» YOUR OBJECTIVE: The records that follow must be repeated exactly, except for their pictures.

((

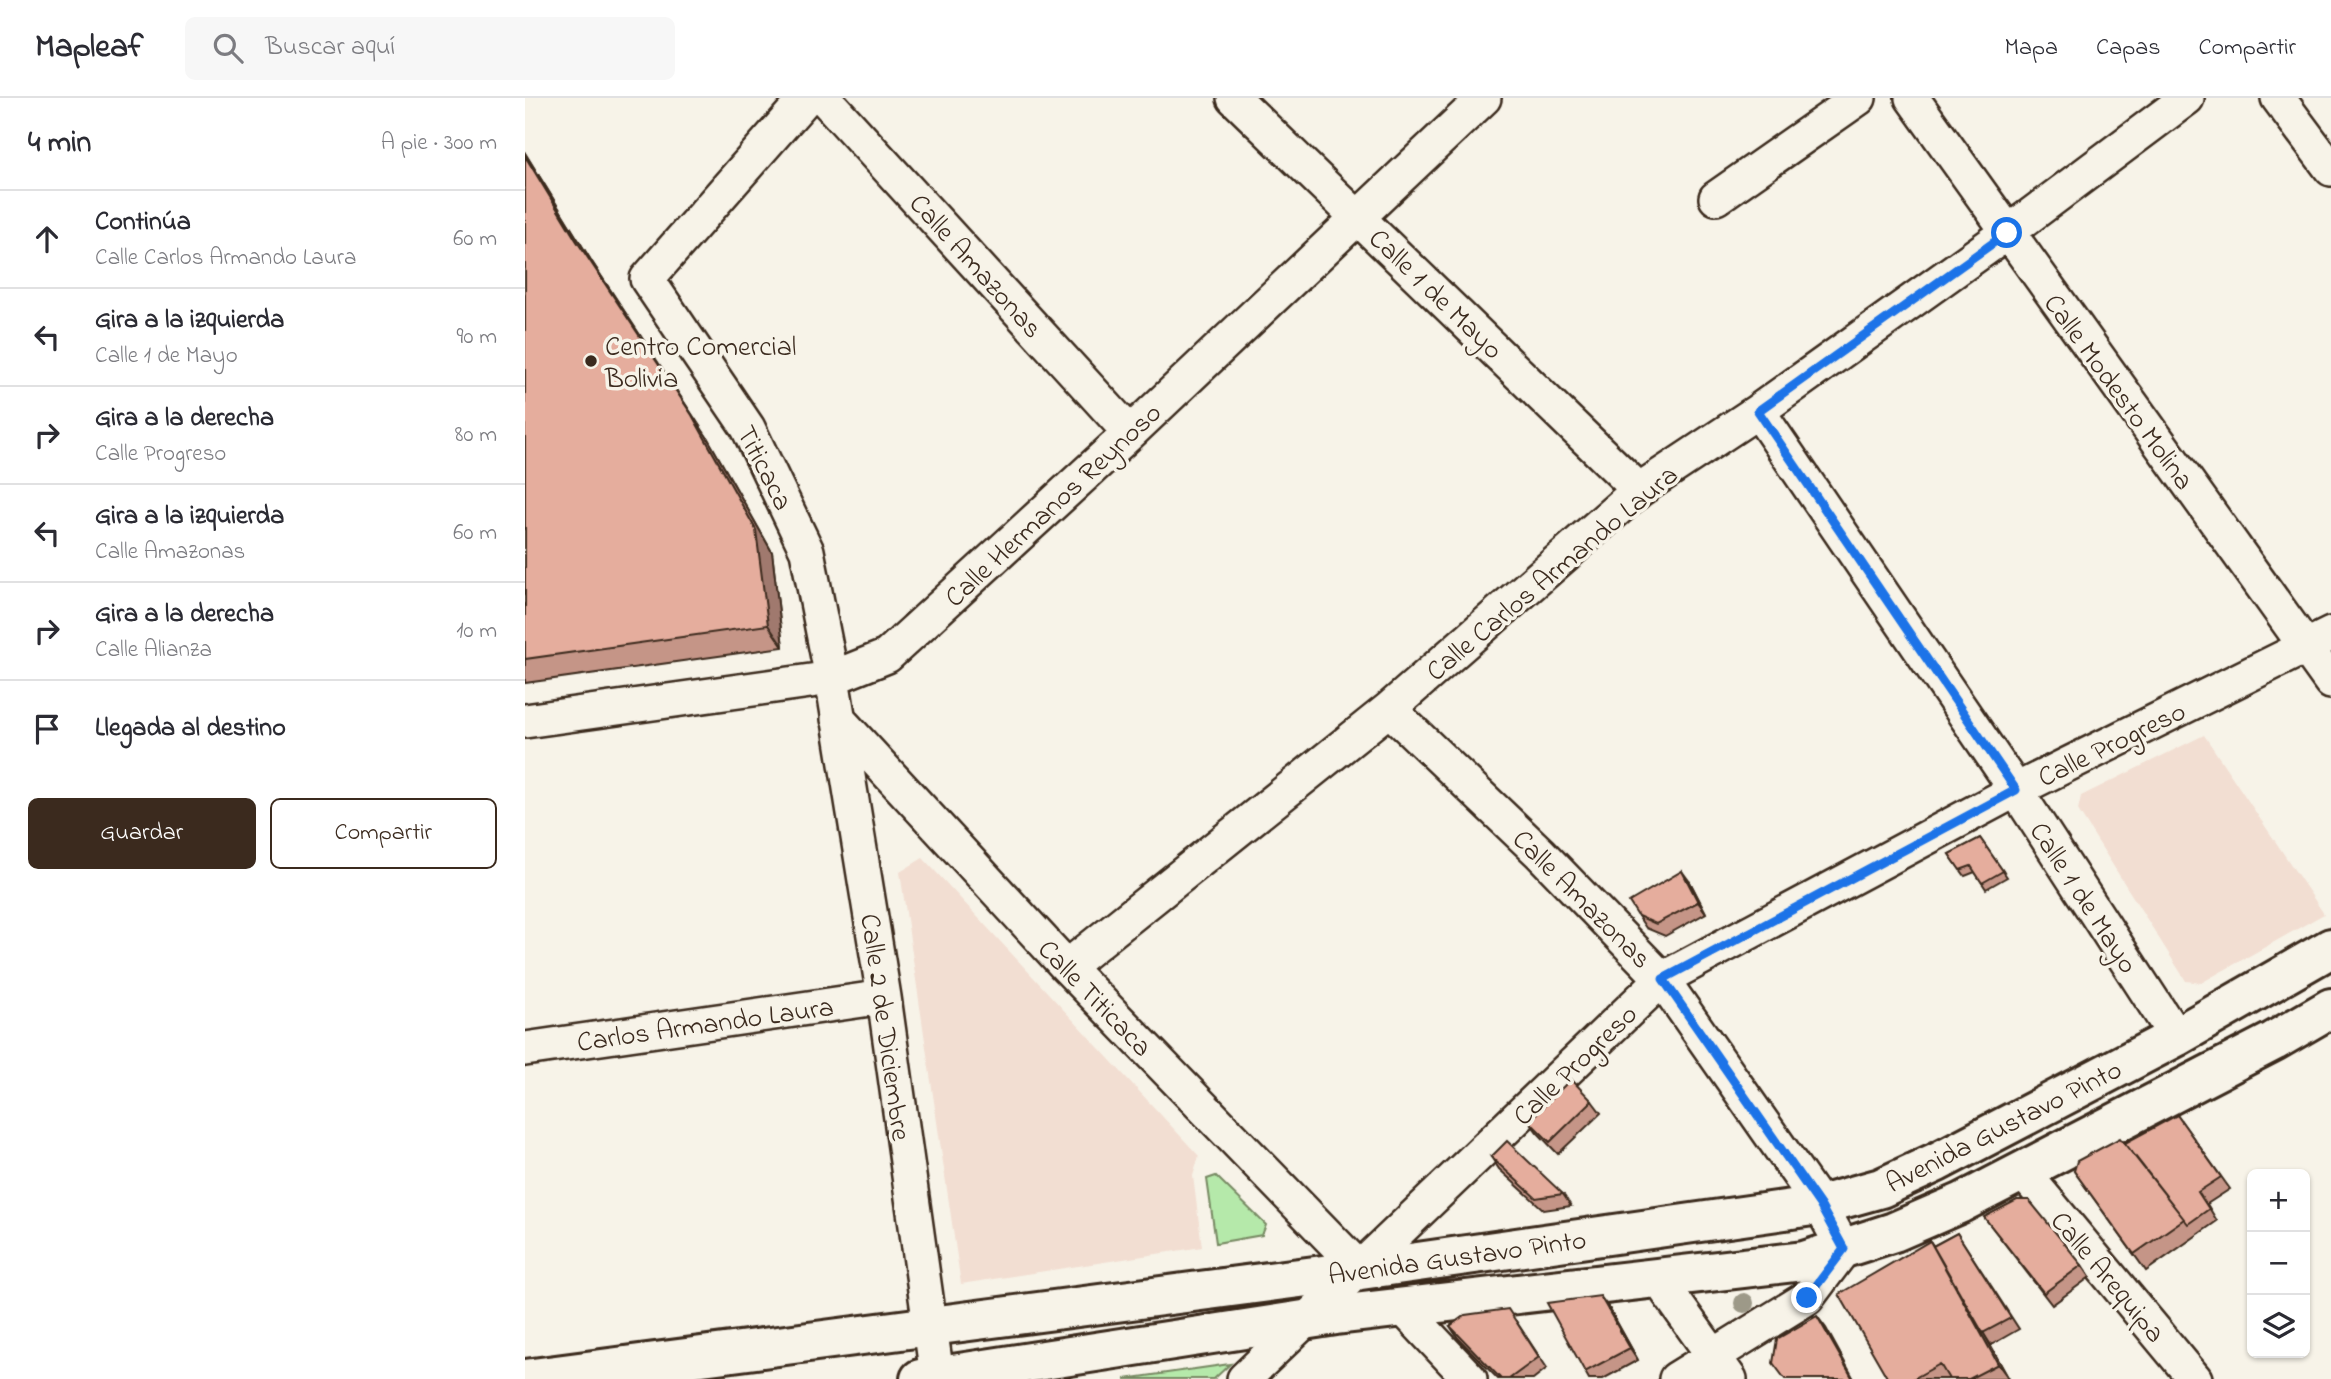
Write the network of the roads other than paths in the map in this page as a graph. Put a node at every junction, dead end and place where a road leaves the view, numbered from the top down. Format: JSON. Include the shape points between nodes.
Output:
{"nodes":[{"id":1,"x":806,"y":98,"type":"edge"},
{"id":2,"x":824,"y":98,"type":"edge"},
{"id":3,"x":1234,"y":98,"type":"edge"},
{"id":4,"x":1484,"y":98,"type":"edge"},
{"id":5,"x":1859,"y":98,"type":"edge"},
{"id":6,"x":1912,"y":98,"type":"edge"},
{"id":7,"x":2187,"y":98,"type":"edge"},
{"id":8,"x":2278,"y":98,"type":"edge"},
{"id":9,"x":2331,"y":169,"type":"edge"},
{"id":10,"x":1716,"y":198,"type":"dead end"},
{"id":11,"x":1358,"y":216,"type":"junction"},
{"id":12,"x":2007,"y":233,"type":"junction"},
{"id":13,"x":1758,"y":411,"type":"junction"},
{"id":14,"x":1129,"y":433,"type":"junction"},
{"id":15,"x":1639,"y":490,"type":"junction"},
{"id":16,"x":2318,"y":640,"type":"edge"},
{"id":17,"x":832,"y":678,"type":"junction"},
{"id":18,"x":2331,"y":682,"type":"edge"},
{"id":19,"x":1389,"y":709,"type":"junction"},
{"id":20,"x":838,"y":719,"type":"junction"},
{"id":21,"x":525,"y":721,"type":"edge"},
{"id":22,"x":2016,"y":790,"type":"junction"},
{"id":23,"x":2331,"y":948,"type":"edge"},
{"id":24,"x":1067,"y":967,"type":"junction"},
{"id":25,"x":1663,"y":979,"type":"junction"},
{"id":26,"x":884,"y":998,"type":"junction"},
{"id":27,"x":2331,"y":1008,"type":"edge"},
{"id":28,"x":2176,"y":1037,"type":"junction"},
{"id":29,"x":525,"y":1049,"type":"edge"},
{"id":30,"x":2023,"y":1172,"type":"junction"},
{"id":31,"x":1820,"y":1205,"type":"junction"},
{"id":32,"x":1844,"y":1249,"type":"junction"},
{"id":33,"x":1361,"y":1270,"type":"junction"},
{"id":34,"x":1657,"y":1277,"type":"junction"},
{"id":35,"x":1403,"y":1308,"type":"junction"},
{"id":36,"x":1303,"y":1321,"type":"junction"},
{"id":37,"x":930,"y":1326,"type":"junction"},
{"id":38,"x":1721,"y":1368,"type":"edge"},
{"id":39,"x":928,"y":1378,"type":"edge"},
{"id":40,"x":525,"y":1379,"type":"edge"},
{"id":41,"x":1244,"y":1379,"type":"edge"},
{"id":42,"x":1470,"y":1379,"type":"edge"},
{"id":43,"x":1676,"y":1379,"type":"edge"},
{"id":44,"x":2195,"y":1379,"type":"edge"}],
"edges":[{"from":1,"to":17,"type":"street","name":"Titicaca","via":[[647,279],[748,428],[807,551]]},
{"from":2,"to":14,"type":"street","name":"Calle Amazonas"},
{"from":3,"to":11,"type":"street","name":"Calle 1 de Mayo"},
{"from":4,"to":11,"type":"street","name":"Calle Hermanos Reynoso"},
{"from":5,"to":10,"type":"street"},
{"from":6,"to":12,"type":"street","name":"Calle Modesto Molina"},
{"from":7,"to":12,"type":"street","name":"Calle Carlos Armando Laura"},
{"from":8,"to":9,"type":"street"},
{"from":11,"to":14,"type":"street","name":"Calle Hermanos Reynoso"},
{"from":11,"to":15,"type":"street","name":"Calle 1 de Mayo"},
{"from":12,"to":13,"type":"street","name":"Calle Carlos Armando Laura"},
{"from":12,"to":16,"type":"street","name":"Calle Modesto Molina"},
{"from":13,"to":15,"type":"street","name":"Calle Carlos Armando Laura"},
{"from":13,"to":22,"type":"street","name":"Calle 1 de Mayo"},
{"from":14,"to":17,"type":"street","name":"Calle Hermanos Reynoso","via":[[887,656]]},
{"from":15,"to":19,"type":"street","name":"Calle Carlos Armando Laura"},
{"from":16,"to":18,"type":"street","name":"Calle Modesto Molina"},
{"from":16,"to":22,"type":"street","name":"Calle Progreso"},
{"from":17,"to":20,"type":"street","name":"Calle 2 de Diciembre"},
{"from":17,"to":21,"type":"street","name":"Calle Hermanos Reynoso"},
{"from":19,"to":24,"type":"street","name":"Calle Carlos Armando Laura"},
{"from":19,"to":25,"type":"street","name":"Calle Amazonas"},
{"from":20,"to":24,"type":"street","name":"Calle Titicaca"},
{"from":20,"to":26,"type":"street","name":"Calle 2 de Diciembre"},
{"from":22,"to":25,"type":"street","name":"Calle Progreso"},
{"from":22,"to":28,"type":"street","name":"Calle 1 de Mayo"},
{"from":23,"to":28,"type":"main road","name":"Avenida Gustavo Pinto"},
{"from":24,"to":33,"type":"street","name":"Calle Titicaca"},
{"from":25,"to":31,"type":"street","name":"Calle Amazonas"},
{"from":25,"to":33,"type":"street","name":"Calle Progreso"},
{"from":26,"to":29,"type":"street","name":"Carlos Armando Laura"},
{"from":26,"to":37,"type":"street","name":"Calle 2 de Diciembre"},
{"from":27,"to":30,"type":"main road","name":"Avenida Gustavo Pinto"},
{"from":28,"to":31,"type":"main road","name":"Avenida Gustavo Pinto","via":[[1881,1188]]},
{"from":30,"to":32,"type":"main road","name":"Avenida Gustavo Pinto","via":[[1894,1232]]},
{"from":30,"to":44,"type":"street","name":"Calle Arequipa"},
{"from":31,"to":32,"type":"street","name":"Calle Amazonas"},
{"from":31,"to":33,"type":"main road","name":"Avenida Gustavo Pinto"},
{"from":32,"to":34,"type":"main road","name":"Avenida Gustavo Pinto","via":[[1804,1261]]},
{"from":32,"to":38,"type":"street","via":[[1807,1298]]},
{"from":33,"to":36,"type":"street","name":"Calle Progreso"},
{"from":33,"to":37,"type":"main road","name":"Avenida Gustavo Pinto"},
{"from":34,"to":35,"type":"main road","name":"Avenida Gustavo Pinto"},
{"from":34,"to":38,"type":"street"},
{"from":35,"to":36,"type":"main road","name":"Avenida Gustavo Pinto"},
{"from":35,"to":42,"type":"street"},
{"from":36,"to":39,"type":"main road","name":"Avenida Gustavo Pinto"},
{"from":36,"to":41,"type":"street","name":"Calle Progreso"},
{"from":37,"to":39,"type":"street","name":"Calle 2 de Diciembre"},
{"from":37,"to":40,"type":"main road","name":"Avenida Gustavo Pinto"},
{"from":38,"to":43,"type":"street"}]}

))

» YOUR SOLUTION:
Write the network of the roads other than paths in the map in this page as a graph. Put a node at every junction, dead end and place where a road leaves the view, numbered from the top down. Format: JSON. Include the shape points between nodes.
Output:
{"nodes":[{"id":1,"x":806,"y":98,"type":"edge"},
{"id":2,"x":824,"y":98,"type":"edge"},
{"id":3,"x":1234,"y":98,"type":"edge"},
{"id":4,"x":1484,"y":98,"type":"edge"},
{"id":5,"x":1859,"y":98,"type":"edge"},
{"id":6,"x":1912,"y":98,"type":"edge"},
{"id":7,"x":2187,"y":98,"type":"edge"},
{"id":8,"x":2278,"y":98,"type":"edge"},
{"id":9,"x":2331,"y":169,"type":"edge"},
{"id":10,"x":1716,"y":198,"type":"dead end"},
{"id":11,"x":1358,"y":216,"type":"junction"},
{"id":12,"x":2007,"y":233,"type":"junction"},
{"id":13,"x":1758,"y":411,"type":"junction"},
{"id":14,"x":1129,"y":433,"type":"junction"},
{"id":15,"x":1639,"y":490,"type":"junction"},
{"id":16,"x":2318,"y":640,"type":"edge"},
{"id":17,"x":832,"y":678,"type":"junction"},
{"id":18,"x":2331,"y":682,"type":"edge"},
{"id":19,"x":1389,"y":709,"type":"junction"},
{"id":20,"x":838,"y":719,"type":"junction"},
{"id":21,"x":525,"y":721,"type":"edge"},
{"id":22,"x":2016,"y":790,"type":"junction"},
{"id":23,"x":2331,"y":948,"type":"edge"},
{"id":24,"x":1067,"y":967,"type":"junction"},
{"id":25,"x":1663,"y":979,"type":"junction"},
{"id":26,"x":884,"y":998,"type":"junction"},
{"id":27,"x":2331,"y":1008,"type":"edge"},
{"id":28,"x":2176,"y":1037,"type":"junction"},
{"id":29,"x":525,"y":1049,"type":"edge"},
{"id":30,"x":2023,"y":1172,"type":"junction"},
{"id":31,"x":1820,"y":1205,"type":"junction"},
{"id":32,"x":1844,"y":1249,"type":"junction"},
{"id":33,"x":1361,"y":1270,"type":"junction"},
{"id":34,"x":1657,"y":1277,"type":"junction"},
{"id":35,"x":1403,"y":1308,"type":"junction"},
{"id":36,"x":1303,"y":1321,"type":"junction"},
{"id":37,"x":930,"y":1326,"type":"junction"},
{"id":38,"x":1721,"y":1368,"type":"edge"},
{"id":39,"x":928,"y":1378,"type":"edge"},
{"id":40,"x":525,"y":1379,"type":"edge"},
{"id":41,"x":1244,"y":1379,"type":"edge"},
{"id":42,"x":1470,"y":1379,"type":"edge"},
{"id":43,"x":1676,"y":1379,"type":"edge"},
{"id":44,"x":2195,"y":1379,"type":"edge"}],
"edges":[{"from":1,"to":17,"type":"street","name":"Titicaca","via":[[647,279],[748,428],[807,551]]},
{"from":2,"to":14,"type":"street","name":"Calle Amazonas"},
{"from":3,"to":11,"type":"street","name":"Calle 1 de Mayo"},
{"from":4,"to":11,"type":"street","name":"Calle Hermanos Reynoso"},
{"from":5,"to":10,"type":"street"},
{"from":6,"to":12,"type":"street","name":"Calle Modesto Molina"},
{"from":7,"to":12,"type":"street","name":"Calle Carlos Armando Laura"},
{"from":8,"to":9,"type":"street"},
{"from":11,"to":14,"type":"street","name":"Calle Hermanos Reynoso"},
{"from":11,"to":15,"type":"street","name":"Calle 1 de Mayo"},
{"from":12,"to":13,"type":"street","name":"Calle Carlos Armando Laura"},
{"from":12,"to":16,"type":"street","name":"Calle Modesto Molina"},
{"from":13,"to":15,"type":"street","name":"Calle Carlos Armando Laura"},
{"from":13,"to":22,"type":"street","name":"Calle 1 de Mayo"},
{"from":14,"to":17,"type":"street","name":"Calle Hermanos Reynoso","via":[[887,656]]},
{"from":15,"to":19,"type":"street","name":"Calle Carlos Armando Laura"},
{"from":16,"to":18,"type":"street","name":"Calle Modesto Molina"},
{"from":16,"to":22,"type":"street","name":"Calle Progreso"},
{"from":17,"to":20,"type":"street","name":"Calle 2 de Diciembre"},
{"from":17,"to":21,"type":"street","name":"Calle Hermanos Reynoso"},
{"from":19,"to":24,"type":"street","name":"Calle Carlos Armando Laura"},
{"from":19,"to":25,"type":"street","name":"Calle Amazonas"},
{"from":20,"to":24,"type":"street","name":"Calle Titicaca"},
{"from":20,"to":26,"type":"street","name":"Calle 2 de Diciembre"},
{"from":22,"to":25,"type":"street","name":"Calle Progreso"},
{"from":22,"to":28,"type":"street","name":"Calle 1 de Mayo"},
{"from":23,"to":28,"type":"main road","name":"Avenida Gustavo Pinto"},
{"from":24,"to":33,"type":"street","name":"Calle Titicaca"},
{"from":25,"to":31,"type":"street","name":"Calle Amazonas"},
{"from":25,"to":33,"type":"street","name":"Calle Progreso"},
{"from":26,"to":29,"type":"street","name":"Carlos Armando Laura"},
{"from":26,"to":37,"type":"street","name":"Calle 2 de Diciembre"},
{"from":27,"to":30,"type":"main road","name":"Avenida Gustavo Pinto"},
{"from":28,"to":31,"type":"main road","name":"Avenida Gustavo Pinto","via":[[1881,1188]]},
{"from":30,"to":32,"type":"main road","name":"Avenida Gustavo Pinto","via":[[1894,1232]]},
{"from":30,"to":44,"type":"street","name":"Calle Arequipa"},
{"from":31,"to":32,"type":"street","name":"Calle Amazonas"},
{"from":31,"to":33,"type":"main road","name":"Avenida Gustavo Pinto"},
{"from":32,"to":34,"type":"main road","name":"Avenida Gustavo Pinto","via":[[1804,1261]]},
{"from":32,"to":38,"type":"street","via":[[1807,1298]]},
{"from":33,"to":36,"type":"street","name":"Calle Progreso"},
{"from":33,"to":37,"type":"main road","name":"Avenida Gustavo Pinto"},
{"from":34,"to":35,"type":"main road","name":"Avenida Gustavo Pinto"},
{"from":34,"to":38,"type":"street"},
{"from":35,"to":36,"type":"main road","name":"Avenida Gustavo Pinto"},
{"from":35,"to":42,"type":"street"},
{"from":36,"to":39,"type":"main road","name":"Avenida Gustavo Pinto"},
{"from":36,"to":41,"type":"street","name":"Calle Progreso"},
{"from":37,"to":39,"type":"street","name":"Calle 2 de Diciembre"},
{"from":37,"to":40,"type":"main road","name":"Avenida Gustavo Pinto"},
{"from":38,"to":43,"type":"street"}]}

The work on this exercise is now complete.